Sorry for the delay guys. 

In final report doctor has mentioned that her IQ category is “Bright Intelligence†(above Normal Intelligence) and there is no other issue. In recommendations she has suggested counselling to us (parents) and also has suggested school to give special attention at our daughter.  

We showed final report to school principal. She asked us to visit school appointed psychologists who takes care of guiding their teachers and parents to handle such issues. Principal’s approach was quite +ve and she was willing to help to resolve problem as soon as possible.

We then took appointment of school’s own psychologists and meet her. She asked few questions to us. We answered all questions honestly. She said everything looks ok to her from parents point of view (as she talks well at home, with relatives, others in our society and report is also very +ve). She told us that she will guide our daughter’s class teacher. As problem exists mainly in school environment so counselling to her teachers is required. 

She told us, as of now no action is required from us (parents). She will do counselling to teacher and then we will see outcome after about one month.  

My wife is going to visit school tomorrow. She will try to get few latest updates.

Meanwhile her auto driver (kaka) told us one good news: our daughter has started talking in auto.

To conclude, everything is going so good so far. I am sure within few days/months I will get complaint like Samd7…. teachers will say that she keeps talking in the class continuously and is very talkative. :) Waiting for it :) 

Sorry for the delay. And thanks you guys for your support. I really like suggestions of mizzs.  

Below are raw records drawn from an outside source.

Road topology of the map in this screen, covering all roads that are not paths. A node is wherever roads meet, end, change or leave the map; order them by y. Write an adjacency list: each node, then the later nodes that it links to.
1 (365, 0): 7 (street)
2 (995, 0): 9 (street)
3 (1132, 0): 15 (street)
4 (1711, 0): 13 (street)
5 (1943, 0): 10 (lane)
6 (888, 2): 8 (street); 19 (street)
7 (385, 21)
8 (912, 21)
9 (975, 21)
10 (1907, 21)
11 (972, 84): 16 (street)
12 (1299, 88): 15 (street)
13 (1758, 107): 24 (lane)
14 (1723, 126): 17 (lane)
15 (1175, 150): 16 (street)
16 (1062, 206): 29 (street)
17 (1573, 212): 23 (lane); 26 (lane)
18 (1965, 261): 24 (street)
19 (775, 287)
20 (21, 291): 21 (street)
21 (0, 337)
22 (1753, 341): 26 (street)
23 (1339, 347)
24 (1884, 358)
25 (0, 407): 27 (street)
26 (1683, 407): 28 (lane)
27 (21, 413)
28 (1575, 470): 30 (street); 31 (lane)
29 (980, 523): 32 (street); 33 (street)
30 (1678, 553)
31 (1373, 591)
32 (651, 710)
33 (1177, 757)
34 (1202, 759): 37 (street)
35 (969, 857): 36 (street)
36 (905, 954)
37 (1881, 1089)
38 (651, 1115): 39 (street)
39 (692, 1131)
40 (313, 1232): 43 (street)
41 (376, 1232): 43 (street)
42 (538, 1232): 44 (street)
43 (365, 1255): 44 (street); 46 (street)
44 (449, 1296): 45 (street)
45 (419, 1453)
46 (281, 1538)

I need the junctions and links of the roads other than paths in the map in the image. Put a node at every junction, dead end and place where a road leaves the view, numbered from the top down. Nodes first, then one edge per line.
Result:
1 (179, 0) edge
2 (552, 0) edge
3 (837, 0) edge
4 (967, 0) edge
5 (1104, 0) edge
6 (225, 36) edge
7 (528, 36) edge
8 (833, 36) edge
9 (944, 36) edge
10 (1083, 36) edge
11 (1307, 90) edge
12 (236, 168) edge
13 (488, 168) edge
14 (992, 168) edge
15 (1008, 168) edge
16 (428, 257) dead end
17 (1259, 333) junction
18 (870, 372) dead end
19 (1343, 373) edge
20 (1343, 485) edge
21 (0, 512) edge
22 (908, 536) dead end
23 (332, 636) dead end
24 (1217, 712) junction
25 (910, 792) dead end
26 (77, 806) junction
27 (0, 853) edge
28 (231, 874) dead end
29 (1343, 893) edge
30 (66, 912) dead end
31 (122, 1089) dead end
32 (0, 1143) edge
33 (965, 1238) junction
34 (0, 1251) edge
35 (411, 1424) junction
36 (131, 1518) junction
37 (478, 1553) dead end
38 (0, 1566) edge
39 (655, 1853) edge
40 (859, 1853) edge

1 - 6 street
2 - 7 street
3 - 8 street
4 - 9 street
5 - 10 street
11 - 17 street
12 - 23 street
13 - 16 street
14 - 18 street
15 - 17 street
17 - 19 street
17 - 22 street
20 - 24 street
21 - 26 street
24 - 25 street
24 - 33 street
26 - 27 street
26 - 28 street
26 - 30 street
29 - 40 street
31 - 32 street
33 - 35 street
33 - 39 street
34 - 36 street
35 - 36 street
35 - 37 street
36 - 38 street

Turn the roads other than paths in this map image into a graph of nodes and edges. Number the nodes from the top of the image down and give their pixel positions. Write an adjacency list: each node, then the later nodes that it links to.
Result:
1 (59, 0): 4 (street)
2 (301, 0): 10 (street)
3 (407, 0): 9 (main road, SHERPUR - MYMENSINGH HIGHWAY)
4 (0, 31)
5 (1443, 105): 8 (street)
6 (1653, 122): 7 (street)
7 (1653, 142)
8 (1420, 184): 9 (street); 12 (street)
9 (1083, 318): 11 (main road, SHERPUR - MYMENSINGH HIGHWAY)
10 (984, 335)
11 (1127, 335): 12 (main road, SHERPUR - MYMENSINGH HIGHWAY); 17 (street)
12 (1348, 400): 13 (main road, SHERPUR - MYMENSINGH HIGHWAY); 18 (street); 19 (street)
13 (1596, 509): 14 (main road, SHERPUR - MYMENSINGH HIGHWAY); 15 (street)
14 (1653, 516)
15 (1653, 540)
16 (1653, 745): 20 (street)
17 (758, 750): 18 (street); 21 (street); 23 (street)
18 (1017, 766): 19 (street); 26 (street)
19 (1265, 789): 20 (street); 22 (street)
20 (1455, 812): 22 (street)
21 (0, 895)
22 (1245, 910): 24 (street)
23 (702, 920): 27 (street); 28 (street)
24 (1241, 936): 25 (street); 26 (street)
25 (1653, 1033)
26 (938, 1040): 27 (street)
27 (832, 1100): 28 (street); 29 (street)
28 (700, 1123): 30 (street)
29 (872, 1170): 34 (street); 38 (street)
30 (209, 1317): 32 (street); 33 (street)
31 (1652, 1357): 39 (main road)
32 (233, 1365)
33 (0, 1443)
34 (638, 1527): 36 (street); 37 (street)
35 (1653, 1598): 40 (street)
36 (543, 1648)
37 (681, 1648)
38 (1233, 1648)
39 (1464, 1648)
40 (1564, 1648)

I will keep you updated.  

 

mizzs 2013-09-30 10:21:31

 

Hi DBM,
That is good news indeed:) Kudos to you for taking the school's comment in the right spirit-as a means of helping your child rather than getting defensive or offended? unless there are glaring deficits it is best to start with the least intrusive methods first.
 

 Former member 2013-09-30 16:49:50

 

Thanks mizzs.

Today class teacher told my wife that our daughter has started talking in school/class little bit. Really good news !!! She will improve slowly.